Nissan refused our request to set up management interviews, but there is no doubt that every dollar spent on lawyers is a dollar not spent on product development and brand.

Ghosn, with considerable justification – and, now, exculpatory evidence made public in the recent trial of his former Nissan board-member supporter Greg Kelly – continues to insist that the real crime is not the one he allegedly committed.

Rather, he says, it’s the one committed by six rogue directors and corporate officers who plotted for months in secret to remove him from Nissan’s board.

Adding up all of the money they allege he defrauded Nissan of – about $165 million, not counting perks such as use of corporate jets for non-­business purposes including vacations – the total comes to 1% of the $17 billion in shareholder and business losses that have been recorded beginning the day after his arrest.

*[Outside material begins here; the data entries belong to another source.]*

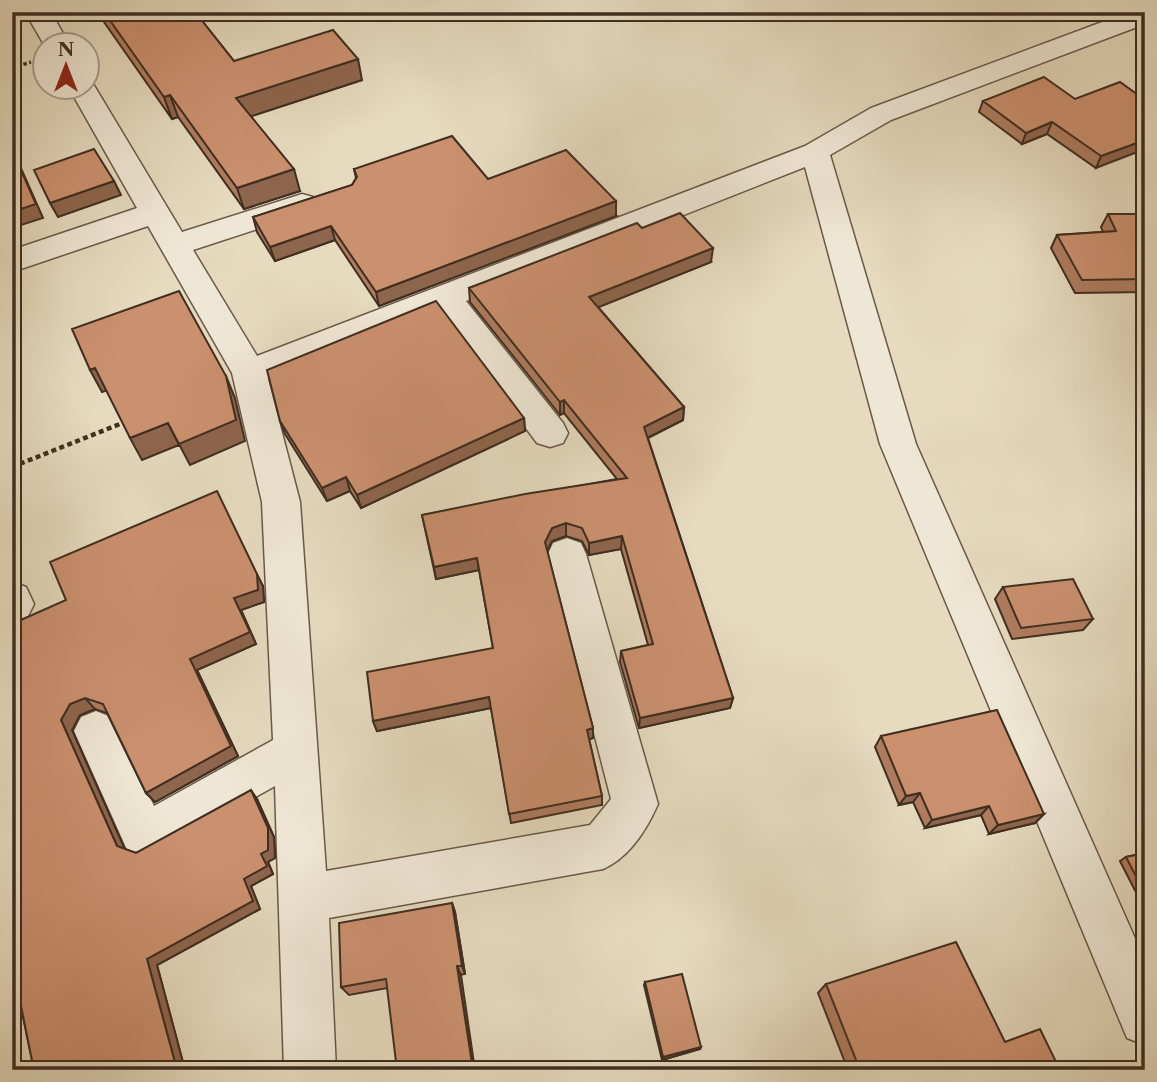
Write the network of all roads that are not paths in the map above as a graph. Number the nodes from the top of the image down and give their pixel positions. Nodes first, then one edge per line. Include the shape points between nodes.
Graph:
1 (44, 13) edge
2 (1145, 15) edge
3 (51, 32) edge
4 (90, 102) edge
5 (815, 152) junction
6 (330, 194) edge
7 (155, 213) junction
8 (174, 245) junction
9 (12, 261) edge
10 (445, 297) junction
11 (249, 373) junction
12 (550, 433) dead end
13 (567, 554) dead end
14 (96, 731) dead end
15 (295, 751) junction
16 (304, 899) junction
17 (1145, 1020) edge
18 (310, 1070) edge

1 - 3 street
2 - 5 street via 881,114
4 - 7 street
5 - 10 street
5 - 17 street via 898,444
6 - 8 street
7 - 8 street
7 - 9 street
8 - 11 street
10 - 11 street
10 - 12 street
11 - 15 street via 281,502
13 - 16 street via 635,804 603,846
14 - 15 street via 144,836
15 - 16 street
16 - 18 street

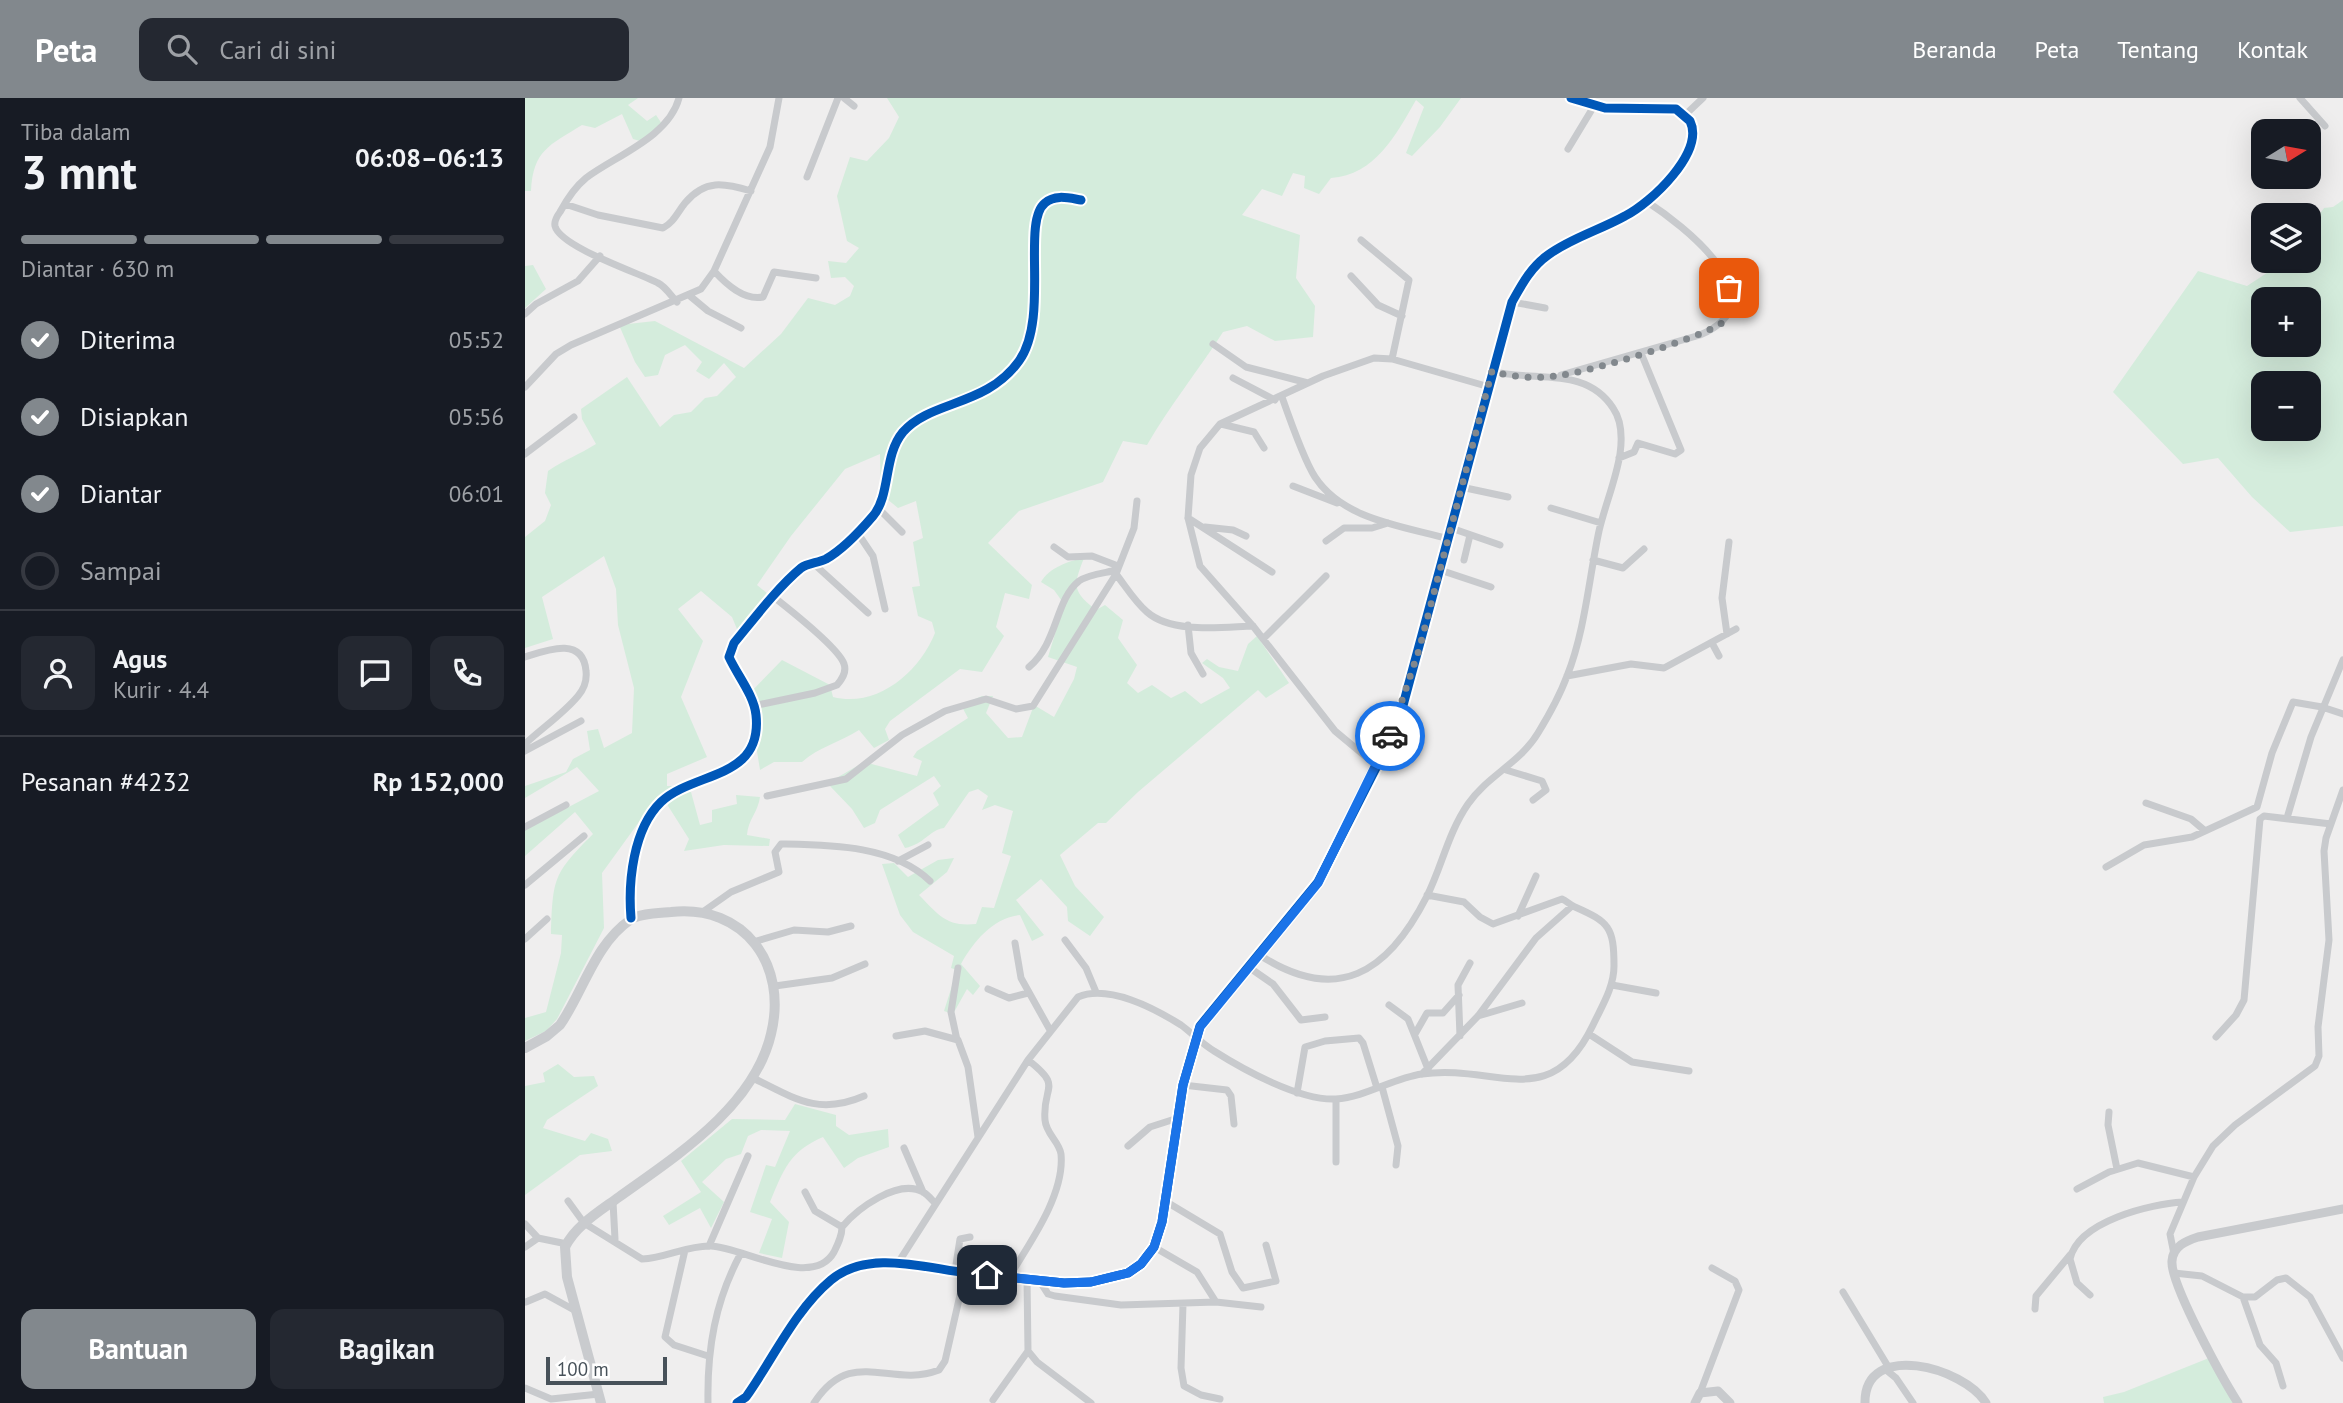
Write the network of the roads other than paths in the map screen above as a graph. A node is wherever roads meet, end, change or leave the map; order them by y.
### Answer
1 (679, 98) edge
2 (779, 98) edge
3 (838, 98) edge
4 (844, 98) edge
5 (1571, 98) edge
6 (1703, 98) edge
7 (2300, 98) edge
8 (1600, 104) edge
9 (854, 106) dead end
10 (1688, 118) junction
11 (2325, 126) dead end
12 (1567, 149) dead end
13 (807, 177) dead end
14 (751, 191) junction
15 (1081, 200) dead end
16 (1646, 201) junction
17 (565, 204) junction
18 (1361, 240) dead end
19 (600, 256) junction
20 (714, 271) junction
21 (1351, 276) dead end
22 (816, 278) dead end
23 (690, 296) junction
24 (677, 302) junction
25 (1512, 302) junction
26 (1545, 308) dead end
27 (525, 314) edge
28 (1402, 316) junction
29 (741, 328) dead end
30 (1213, 344) dead end
31 (1641, 353) junction
32 (1392, 359) junction
33 (1592, 367) junction
34 (1492, 371) junction
35 (1557, 376) junction
36 (1233, 378) dead end
37 (1309, 383) junction
38 (1589, 385) junction
39 (1486, 386) junction
40 (525, 387) edge
41 (1279, 399) junction
42 (573, 417) dead end
43 (1220, 424) junction
44 (1264, 448) dead end
45 (525, 454) edge
46 (1619, 458) junction
47 (1293, 486) dead end
48 (1461, 487) junction
49 (1508, 497) dead end
50 (1137, 501) dead end
51 (1344, 506) junction
52 (878, 508) junction
53 (1551, 508) dead end
54 (1188, 518) junction
55 (1389, 522) junction
56 (1601, 523) junction
57 (1204, 526) junction
58 (1451, 528) junction
59 (857, 532) junction
60 (902, 532) dead end
61 (1470, 535) junction
62 (1246, 536) dead end
63 (1449, 539) junction
64 (1326, 541) dead end
65 (1729, 542) dead end
66 (1500, 545) dead end
67 (1054, 547) dead end
68 (1644, 550) dead end
69 (1464, 560) dead end
70 (1593, 560) junction
71 (814, 564) junction
72 (1117, 570) junction
73 (1440, 570) junction
74 (1272, 572) dead end
75 (1326, 576) dead end
76 (1491, 587) dead end
77 (775, 598) junction
78 (885, 609) dead end
79 (868, 613) dead end
80 (1188, 625) junction
81 (1253, 626) junction
82 (1736, 629) dead end
83 (1727, 634) junction
84 (1263, 639) junction
85 (1712, 643) junction
86 (1719, 656) dead end
87 (525, 657) edge
88 (2343, 660) edge
89 (1029, 667) dead end
90 (1203, 674) dead end
91 (1567, 676) junction
92 (754, 706) junction
93 (2322, 707) junction
94 (2343, 714) edge
95 (581, 721) dead end
96 (526, 741) edge
97 (525, 751) edge
98 (1377, 766) junction
99 (1506, 770) junction
100 (2343, 790) edge
101 (768, 796) dead end
102 (1533, 800) dead end
103 (2147, 803) dead end
104 (2258, 804) junction
105 (566, 805) dead end
106 (2261, 817) junction
107 (2287, 818) junction
108 (2331, 824) junction
109 (525, 827) edge
110 (2204, 830) junction
111 (584, 836) dead end
112 (928, 845) dead end
113 (898, 861) junction
114 (2106, 867) dead end
115 (1536, 876) dead end
116 (930, 881) dead end
117 (525, 885) edge
118 (1427, 895) junction
119 (1572, 906) junction
120 (704, 911) junction
121 (1518, 917) junction
122 (631, 918) junction
123 (547, 919) dead end
124 (851, 926) dead end
125 (525, 939) edge
126 (1065, 940) dead end
127 (753, 942) junction
128 (1015, 943) dead end
129 (1258, 954) junction
130 (1470, 963) dead end
131 (865, 964) dead end
132 (1247, 966) junction
133 (958, 968) dead end
134 (1612, 985) junction
135 (775, 986) junction
136 (988, 989) dead end
137 (1096, 992) junction
138 (1028, 993) junction
139 (1656, 993) dead end
140 (1459, 995) junction
141 (1522, 1003) dead end
142 (1389, 1005) dead end
143 (1478, 1016) junction
144 (1325, 1017) dead end
145 (1050, 1030) junction
146 (1415, 1034) junction
147 (1589, 1034) junction
148 (895, 1036) dead end
149 (1460, 1037) junction
150 (2216, 1037) dead end
151 (1195, 1038) junction
152 (958, 1040) junction
153 (525, 1048) edge
154 (1028, 1060) junction
155 (1425, 1071) junction
156 (1689, 1071) dead end
157 (753, 1078) junction
158 (1183, 1085) junction
159 (1379, 1088) junction
160 (1297, 1093) junction
161 (864, 1096) dead end
162 (1336, 1099) junction
163 (2109, 1112) dead end
164 (1178, 1118) junction
165 (1234, 1124) dead end
166 (978, 1138) junction
167 (1128, 1146) dead end
168 (904, 1148) dead end
169 (748, 1156) dead end
170 (1336, 1162) dead end
171 (1396, 1165) dead end
172 (2117, 1169) junction
173 (2194, 1177) junction
174 (2077, 1189) dead end
175 (805, 1192) dead end
176 (923, 1192) junction
177 (1165, 1200) junction
178 (568, 1201) dead end
179 (613, 1202) junction
180 (2183, 1202) junction
181 (935, 1203) junction
182 (2343, 1210) edge
183 (584, 1223) junction
184 (525, 1224) edge
185 (842, 1227) junction
186 (970, 1237) dead end
187 (538, 1238) junction
188 (615, 1240) junction
189 (567, 1244) junction
190 (1266, 1245) dead end
191 (709, 1246) junction
192 (525, 1247) edge
193 (1154, 1247) junction
194 (685, 1250) junction
195 (741, 1253) junction
196 (2070, 1254) junction
197 (2173, 1254) junction
198 (898, 1263) junction
199 (1712, 1268) dead end
200 (960, 1272) junction
201 (2174, 1273) junction
202 (1009, 1277) junction
203 (1027, 1279) junction
204 (1039, 1280) junction
205 (1843, 1292) dead end
206 (2090, 1296) dead end
207 (2243, 1297) junction
208 (526, 1302) edge
209 (1216, 1302) junction
210 (1183, 1304) junction
211 (1261, 1307) dead end
212 (2035, 1309) dead end
213 (576, 1311) junction
214 (1028, 1350) junction
215 (708, 1356) junction
216 (2343, 1357) edge
217 (1887, 1368) junction
218 (2283, 1386) dead end
219 (525, 1388) edge
220 (1700, 1393) junction
221 (600, 1399) edge
222 (1220, 1399) dead end
223 (580, 1400) edge
224 (993, 1400) dead end
225 (741, 1402) edge
226 (708, 1403) edge
227 (814, 1403) edge
228 (1091, 1403) edge
229 (1695, 1403) edge
230 (1730, 1403) edge
231 (1865, 1403) edge
232 (1913, 1403) edge
233 (1986, 1403) edge
234 (2238, 1403) edge

1 - 17 street
2 - 14 street
3 - 13 street
4 - 9 street
5 - 8 street
6 - 10 street
7 - 11 street
8 - 10 street
8 - 12 street
10 - 16 street
14 - 17 street
14 - 20 street
15 - 52 street
16 - 25 street
16 - 31 street
17 - 19 street
18 - 28 street
19 - 24 street
19 - 27 street
20 - 22 street
20 - 23 street
21 - 28 street
23 - 24 street
23 - 29 street
24 - 40 street
25 - 26 street
25 - 34 street
28 - 32 street
30 - 37 street
31 - 33 street
31 - 46 street
32 - 37 street
32 - 39 street
33 - 35 street
33 - 38 street
34 - 35 street
34 - 39 street
35 - 38 street
36 - 41 street
37 - 41 street
38 - 46 street
39 - 48 street
41 - 43 street
41 - 51 street
42 - 45 street
43 - 44 street
43 - 54 street
46 - 56 street
47 - 51 street
48 - 49 street
48 - 58 street
50 - 72 street
51 - 55 street
52 - 59 street
52 - 60 street
53 - 56 street
54 - 57 street
54 - 81 street
55 - 63 street
55 - 64 street
56 - 70 street
57 - 62 street
57 - 74 street
58 - 61 street
58 - 63 street
59 - 71 street
59 - 78 street
61 - 66 street
61 - 69 street
63 - 73 street
65 - 83 street
67 - 72 street
68 - 70 street
70 - 91 street
71 - 77 street
71 - 79 street
72 - 80 street
72 - 89 street
72 - 101 street
73 - 76 street
73 - 98 street
75 - 84 street
77 - 92 street
77 - 92 street
80 - 81 street
80 - 90 street
81 - 84 street
82 - 83 street
83 - 85 street
84 - 98 street
85 - 86 street
85 - 91 street
87 - 96 street
88 - 93 street
91 - 99 street
92 - 122 street
93 - 94 street
93 - 104 street
93 - 107 street
95 - 97 street
98 - 129 street
99 - 102 street
99 - 118 street
100 - 108 street
103 - 110 street
104 - 106 street
104 - 110 street
105 - 109 street
106 - 107 street
106 - 150 street
107 - 108 street
108 - 173 street
110 - 114 street
111 - 117 street
112 - 113 street
113 - 116 street
113 - 120 street
115 - 121 street
118 - 121 street
118 - 129 street
119 - 121 street
119 - 134 street
119 - 143 street
120 - 122 main road
120 - 127 main road
122 - 153 main road
123 - 125 street
124 - 127 street
126 - 137 street
127 - 135 main road
128 - 138 street
129 - 132 street
130 - 140 street
131 - 135 street
132 - 144 street
132 - 151 street
133 - 152 street
134 - 139 street
134 - 147 street
135 - 157 main road
136 - 138 street
137 - 145 street
137 - 151 street
138 - 145 street
140 - 146 street
140 - 149 street
141 - 143 street
142 - 146 street
143 - 149 street
145 - 154 street
146 - 155 street
147 - 155 street
147 - 156 street
148 - 152 street
149 - 155 street
151 - 158 street
151 - 160 street
152 - 166 street
154 - 166 street
154 - 202 street
155 - 159 street
157 - 161 street
157 - 179 main road
158 - 164 street
158 - 165 street
159 - 160 street
159 - 162 street
159 - 171 street
160 - 162 street
162 - 170 street
163 - 172 street
164 - 167 street
164 - 177 street
166 - 181 street
168 - 176 street
169 - 191 street
172 - 173 street
172 - 174 street
173 - 180 street
175 - 185 street
176 - 181 street
176 - 185 street
177 - 190 street
177 - 193 street
178 - 183 street
179 - 183 main road
179 - 188 street
180 - 196 street
180 - 197 street
181 - 198 street
182 - 197 street
183 - 188 street
183 - 189 main road
184 - 187 street
185 - 195 street
186 - 200 street
187 - 189 street
187 - 192 street
188 - 194 street
189 - 213 main road
191 - 194 street
191 - 195 street
193 - 204 street
193 - 209 street
194 - 215 street
195 - 215 street
196 - 206 street
196 - 212 street
197 - 201 street
198 - 200 street
198 - 225 street
199 - 220 street
200 - 202 street
200 - 227 street
201 - 207 street
201 - 234 street
202 - 203 street
203 - 204 street
203 - 214 street
204 - 210 street
205 - 217 street
207 - 216 street
207 - 218 street
208 - 213 street
209 - 210 street
209 - 211 street
210 - 222 street
213 - 221 main road
214 - 224 street
214 - 228 street
215 - 226 street
217 - 231 street
217 - 232 street
217 - 233 street
219 - 223 street
220 - 229 street
220 - 230 street
221 - 223 street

And at least $140 million of that $165 million, whether legitimately due to Ghosn or not, was never paid. That includes $94 million (9.3 billion yen) that Ghosn insists couldn’t have been paid because, contrary to what is alleged in the charges, payment always required board approval. (Note that we used average annual exchange rates, not today’s rate, to convert deferred income.)

Here’s Ghosn from our May 21 interview: “Obviously, there had been a lot of brainstorming. What was agreed by the two representative directors, Greg Kelly and Hiroto Saikawa – in fact, they signed a document, both of them – was a proposal. But this signed document was not executional.”

Former Nissan CEO Carlos Ghosn is on a legal counter-offensive. Photo: AFP

He explained: “To be executional it has to have my signature.” That document did not have his signature, he said. His argument is endorsed by others we have spoken to who have seen the proposal.

Secondly, the proposal would have had to go to the board – “because the two representative directors could not make a decision on behalf of the board,” Ghosn said. “They had to have the approval of the board [before] it would have been executional.”

A person directly involved with the compensation discussions, who asked not to be named, agreed.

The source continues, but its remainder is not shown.